Because you can never be too safe.
Planned Parenthood is a wonderful resource and we are lucky to have it. Use it if you need to.
Back in high school, Planned Parenthood carried a negative stigma, so no one wanted to go. Which was stupid. I feel stupid for ever feeling this way. Republicans have been trying to tear down every single PP facility in America since the dawn of time, but so far, they haven’t succeeded. And here we are, NOT using their services to our fullest advantage. Planned Parenthood is a wonderful, safe space. Yes, you may have to wait for like two hours to see your doctor. But it’s worth it. Bring a book.
Use lube. Do not hold back.
I KNOW you will want to be naturally oozing with bodily fluids when the time comes time to get it on, but sometimes it just doesn’t work out. Or even if you are good to go, lube makes everything better and less painful, because yes: sex can sometimes hurt, and usually that pain can be handled with proper lubrication. LUBRICATION. I'll say it forever.
Pee after sex
Always pee after sex. You will avoid so many trips to the doctor for UTI meds. Also, don’t be stupid and ignore a UTI. If bacteria stays in your urethra, it will gladly travel to your kidneys and wreak havoc. You do not want this. Cranberry juice is great, but antibiotics are better.
Orgasms take practice, and you probably won't get there the first few times
Sex is not like the movies. It takes time to be “good” at sex and fully enjoy it. The best thing you can do for yourself if get comfortable with your body and with your partner.
Don’t have sex to prove anything to anyone
Don’t use sex as a measurement for anything, including your self-worth, how much your boyfriend or girlfriend likes you, or your level of cool.
If a guy refuses to use a condom, do not waste your time with him
If a dude doesn’t want to use a condom because “it doesn’t feel as good,” then tell him he can go and get vasectomy. Okay, maybe don’t do that because that’s a little harsh. But seriously, don’t let a guy be selfish enough to refuse putting on protection. He’s doing this for himself AND you — a condom isn’t there to enhance his sexual experience, it’s there to make sure you two don't pass any heinous cooties between you, and to ensure that he doesn’t squirt baby sauce up into your vagina-hole. These are very important things. These are, in fact, non-negotiable things. Do not negotiate condom use with anyone ever.
And no, pulling out is not a viable option to protect yourselves
Pre-come is the same thing as semen. Protect. Yo. Selves.
If you’re on the pill and still feel nervous about it, ask him to use a condom
It can be nerve-racking to go "bareback" or whatever, so feel free to use a back-up plan. Being cautious IS sexy.
Your boobs will get sore from time to time
Depending on your hormones and birth control method, boob soreness is totally normal. It usually means they’re growing, or your hormone levels are shifting. Do check yourself for breast cancer on the regular, though. They should definitely be teaching girls how to feel themselves up for safety.

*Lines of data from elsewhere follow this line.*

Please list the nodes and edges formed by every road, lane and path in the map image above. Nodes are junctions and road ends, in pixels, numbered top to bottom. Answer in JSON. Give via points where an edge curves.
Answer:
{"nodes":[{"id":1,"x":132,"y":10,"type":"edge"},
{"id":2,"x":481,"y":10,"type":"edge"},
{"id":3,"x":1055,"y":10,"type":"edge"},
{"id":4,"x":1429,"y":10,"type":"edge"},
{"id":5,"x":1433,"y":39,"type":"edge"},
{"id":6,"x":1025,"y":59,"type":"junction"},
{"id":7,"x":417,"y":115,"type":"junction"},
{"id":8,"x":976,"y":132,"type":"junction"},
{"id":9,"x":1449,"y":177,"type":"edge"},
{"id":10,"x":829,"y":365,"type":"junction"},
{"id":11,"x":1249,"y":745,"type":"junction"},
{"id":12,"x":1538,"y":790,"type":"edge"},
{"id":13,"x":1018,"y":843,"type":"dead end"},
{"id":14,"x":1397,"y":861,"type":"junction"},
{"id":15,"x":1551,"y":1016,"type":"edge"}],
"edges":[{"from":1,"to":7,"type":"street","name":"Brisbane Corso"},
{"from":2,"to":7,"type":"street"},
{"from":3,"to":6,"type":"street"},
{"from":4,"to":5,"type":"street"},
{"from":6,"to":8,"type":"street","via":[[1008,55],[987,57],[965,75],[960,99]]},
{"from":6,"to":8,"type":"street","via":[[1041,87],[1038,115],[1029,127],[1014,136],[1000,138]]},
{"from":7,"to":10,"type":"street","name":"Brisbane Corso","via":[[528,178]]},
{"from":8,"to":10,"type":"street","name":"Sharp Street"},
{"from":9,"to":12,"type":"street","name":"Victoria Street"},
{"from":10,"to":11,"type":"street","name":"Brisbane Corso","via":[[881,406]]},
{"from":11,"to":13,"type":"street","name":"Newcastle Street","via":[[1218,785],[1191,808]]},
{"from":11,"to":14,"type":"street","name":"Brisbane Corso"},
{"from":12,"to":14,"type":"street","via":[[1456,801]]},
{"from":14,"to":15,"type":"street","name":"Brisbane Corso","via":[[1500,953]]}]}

Sexuality is totally fluid
Homosexuality and bisexuality almost never get covered in sex ed, and that’s a serious shame. Hopefully our society will progress enough to include these topics (also including gender identification), because it would save A LOT of unnecessary frustration, confusion, and guilt. If you’re a girl and you’re attracted to both girls and guys, that is TOTALLY FINE. If you’re a boy and only like boys, that’s perfectly okay too. Don’t let anyone make you feel that your sexuality is abnormal. And furthermore, don’t let anyone pressure you into deciding “what you are,” because our preferences can change and labels are just a social construct.